> Source data:
===============
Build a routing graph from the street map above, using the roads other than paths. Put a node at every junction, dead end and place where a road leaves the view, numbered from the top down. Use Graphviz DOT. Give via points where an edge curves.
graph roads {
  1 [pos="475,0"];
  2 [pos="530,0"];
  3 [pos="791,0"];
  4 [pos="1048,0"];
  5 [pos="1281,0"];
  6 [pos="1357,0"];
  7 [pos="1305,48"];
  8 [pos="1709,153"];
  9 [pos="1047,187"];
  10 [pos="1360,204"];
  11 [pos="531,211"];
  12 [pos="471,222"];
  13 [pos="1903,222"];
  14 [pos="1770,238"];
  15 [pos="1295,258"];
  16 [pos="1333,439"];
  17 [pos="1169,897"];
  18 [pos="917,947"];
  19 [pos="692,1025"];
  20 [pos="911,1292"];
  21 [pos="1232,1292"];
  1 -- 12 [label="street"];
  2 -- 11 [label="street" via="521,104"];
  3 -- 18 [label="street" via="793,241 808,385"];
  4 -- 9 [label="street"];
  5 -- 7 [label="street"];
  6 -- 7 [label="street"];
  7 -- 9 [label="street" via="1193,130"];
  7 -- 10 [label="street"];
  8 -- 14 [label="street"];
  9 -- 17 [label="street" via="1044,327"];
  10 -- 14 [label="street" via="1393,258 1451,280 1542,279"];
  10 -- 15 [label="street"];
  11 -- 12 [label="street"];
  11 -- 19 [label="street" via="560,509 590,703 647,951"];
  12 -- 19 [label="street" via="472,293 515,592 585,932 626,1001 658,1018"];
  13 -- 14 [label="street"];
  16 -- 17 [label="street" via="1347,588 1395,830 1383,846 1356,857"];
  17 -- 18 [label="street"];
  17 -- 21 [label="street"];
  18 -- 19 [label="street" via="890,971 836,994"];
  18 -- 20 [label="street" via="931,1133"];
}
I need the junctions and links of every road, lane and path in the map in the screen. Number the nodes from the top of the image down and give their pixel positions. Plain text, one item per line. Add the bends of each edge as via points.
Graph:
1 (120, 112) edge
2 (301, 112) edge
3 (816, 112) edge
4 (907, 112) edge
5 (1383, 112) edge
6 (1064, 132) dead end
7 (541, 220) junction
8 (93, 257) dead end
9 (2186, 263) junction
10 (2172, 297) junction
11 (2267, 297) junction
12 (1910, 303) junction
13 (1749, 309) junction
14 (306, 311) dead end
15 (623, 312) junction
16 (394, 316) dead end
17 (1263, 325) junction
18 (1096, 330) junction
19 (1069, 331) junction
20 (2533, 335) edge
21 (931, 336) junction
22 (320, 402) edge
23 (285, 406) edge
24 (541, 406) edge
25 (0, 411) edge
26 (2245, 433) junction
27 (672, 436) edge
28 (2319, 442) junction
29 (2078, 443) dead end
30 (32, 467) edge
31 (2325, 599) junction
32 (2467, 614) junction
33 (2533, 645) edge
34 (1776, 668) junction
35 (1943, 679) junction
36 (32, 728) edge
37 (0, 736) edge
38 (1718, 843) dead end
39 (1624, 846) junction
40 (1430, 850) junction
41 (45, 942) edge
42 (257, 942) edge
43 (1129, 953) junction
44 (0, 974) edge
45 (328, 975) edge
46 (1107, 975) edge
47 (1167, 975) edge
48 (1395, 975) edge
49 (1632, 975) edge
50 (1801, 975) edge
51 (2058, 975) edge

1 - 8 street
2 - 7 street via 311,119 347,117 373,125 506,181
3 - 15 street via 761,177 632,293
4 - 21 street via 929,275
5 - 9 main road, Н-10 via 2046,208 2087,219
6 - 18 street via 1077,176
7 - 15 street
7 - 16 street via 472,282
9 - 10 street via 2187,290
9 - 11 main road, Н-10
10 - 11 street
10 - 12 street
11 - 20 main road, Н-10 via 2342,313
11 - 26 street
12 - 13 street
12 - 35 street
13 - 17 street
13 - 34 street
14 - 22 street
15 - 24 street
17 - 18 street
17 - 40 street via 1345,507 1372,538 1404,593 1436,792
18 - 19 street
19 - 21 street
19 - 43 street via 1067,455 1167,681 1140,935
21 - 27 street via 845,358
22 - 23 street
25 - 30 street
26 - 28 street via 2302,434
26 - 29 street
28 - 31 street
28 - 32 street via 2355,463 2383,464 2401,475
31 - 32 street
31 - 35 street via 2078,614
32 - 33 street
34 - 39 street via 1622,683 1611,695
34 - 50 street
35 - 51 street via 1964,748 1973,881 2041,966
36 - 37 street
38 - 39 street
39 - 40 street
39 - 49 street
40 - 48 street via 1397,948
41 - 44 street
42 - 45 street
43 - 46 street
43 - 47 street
===============
Transcribe each entry exactly.

> Response to the task:
Build a routing graph from the street map above, using the roads other than paths. Put a node at every junction, dead end and place where a road leaves the view, numbered from the top down. Use Graphviz DOT. Give via points where an edge curves.
graph roads {
  1 [pos="475,0"];
  2 [pos="530,0"];
  3 [pos="791,0"];
  4 [pos="1048,0"];
  5 [pos="1281,0"];
  6 [pos="1357,0"];
  7 [pos="1305,48"];
  8 [pos="1709,153"];
  9 [pos="1047,187"];
  10 [pos="1360,204"];
  11 [pos="531,211"];
  12 [pos="471,222"];
  13 [pos="1903,222"];
  14 [pos="1770,238"];
  15 [pos="1295,258"];
  16 [pos="1333,439"];
  17 [pos="1169,897"];
  18 [pos="917,947"];
  19 [pos="692,1025"];
  20 [pos="911,1292"];
  21 [pos="1232,1292"];
  1 -- 12 [label="street"];
  2 -- 11 [label="street" via="521,104"];
  3 -- 18 [label="street" via="793,241 808,385"];
  4 -- 9 [label="street"];
  5 -- 7 [label="street"];
  6 -- 7 [label="street"];
  7 -- 9 [label="street" via="1193,130"];
  7 -- 10 [label="street"];
  8 -- 14 [label="street"];
  9 -- 17 [label="street" via="1044,327"];
  10 -- 14 [label="street" via="1393,258 1451,280 1542,279"];
  10 -- 15 [label="street"];
  11 -- 12 [label="street"];
  11 -- 19 [label="street" via="560,509 590,703 647,951"];
  12 -- 19 [label="street" via="472,293 515,592 585,932 626,1001 658,1018"];
  13 -- 14 [label="street"];
  16 -- 17 [label="street" via="1347,588 1395,830 1383,846 1356,857"];
  17 -- 18 [label="street"];
  17 -- 21 [label="street"];
  18 -- 19 [label="street" via="890,971 836,994"];
  18 -- 20 [label="street" via="931,1133"];
}
I need the junctions and links of every road, lane and path in the map in the screen. Number the nodes from the top of the image down and give their pixel positions. Plain text, one item per line. Add the bends of each edge as via points.
Graph:
1 (120, 112) edge
2 (301, 112) edge
3 (816, 112) edge
4 (907, 112) edge
5 (1383, 112) edge
6 (1064, 132) dead end
7 (541, 220) junction
8 (93, 257) dead end
9 (2186, 263) junction
10 (2172, 297) junction
11 (2267, 297) junction
12 (1910, 303) junction
13 (1749, 309) junction
14 (306, 311) dead end
15 (623, 312) junction
16 (394, 316) dead end
17 (1263, 325) junction
18 (1096, 330) junction
19 (1069, 331) junction
20 (2533, 335) edge
21 (931, 336) junction
22 (320, 402) edge
23 (285, 406) edge
24 (541, 406) edge
25 (0, 411) edge
26 (2245, 433) junction
27 (672, 436) edge
28 (2319, 442) junction
29 (2078, 443) dead end
30 (32, 467) edge
31 (2325, 599) junction
32 (2467, 614) junction
33 (2533, 645) edge
34 (1776, 668) junction
35 (1943, 679) junction
36 (32, 728) edge
37 (0, 736) edge
38 (1718, 843) dead end
39 (1624, 846) junction
40 (1430, 850) junction
41 (45, 942) edge
42 (257, 942) edge
43 (1129, 953) junction
44 (0, 974) edge
45 (328, 975) edge
46 (1107, 975) edge
47 (1167, 975) edge
48 (1395, 975) edge
49 (1632, 975) edge
50 (1801, 975) edge
51 (2058, 975) edge

1 - 8 street
2 - 7 street via 311,119 347,117 373,125 506,181
3 - 15 street via 761,177 632,293
4 - 21 street via 929,275
5 - 9 main road, Н-10 via 2046,208 2087,219
6 - 18 street via 1077,176
7 - 15 street
7 - 16 street via 472,282
9 - 10 street via 2187,290
9 - 11 main road, Н-10
10 - 11 street
10 - 12 street
11 - 20 main road, Н-10 via 2342,313
11 - 26 street
12 - 13 street
12 - 35 street
13 - 17 street
13 - 34 street
14 - 22 street
15 - 24 street
17 - 18 street
17 - 40 street via 1345,507 1372,538 1404,593 1436,792
18 - 19 street
19 - 21 street
19 - 43 street via 1067,455 1167,681 1140,935
21 - 27 street via 845,358
22 - 23 street
25 - 30 street
26 - 28 street via 2302,434
26 - 29 street
28 - 31 street
28 - 32 street via 2355,463 2383,464 2401,475
31 - 32 street
31 - 35 street via 2078,614
32 - 33 street
34 - 39 street via 1622,683 1611,695
34 - 50 street
35 - 51 street via 1964,748 1973,881 2041,966
36 - 37 street
38 - 39 street
39 - 40 street
39 - 49 street
40 - 48 street via 1397,948
41 - 44 street
42 - 45 street
43 - 46 street
43 - 47 street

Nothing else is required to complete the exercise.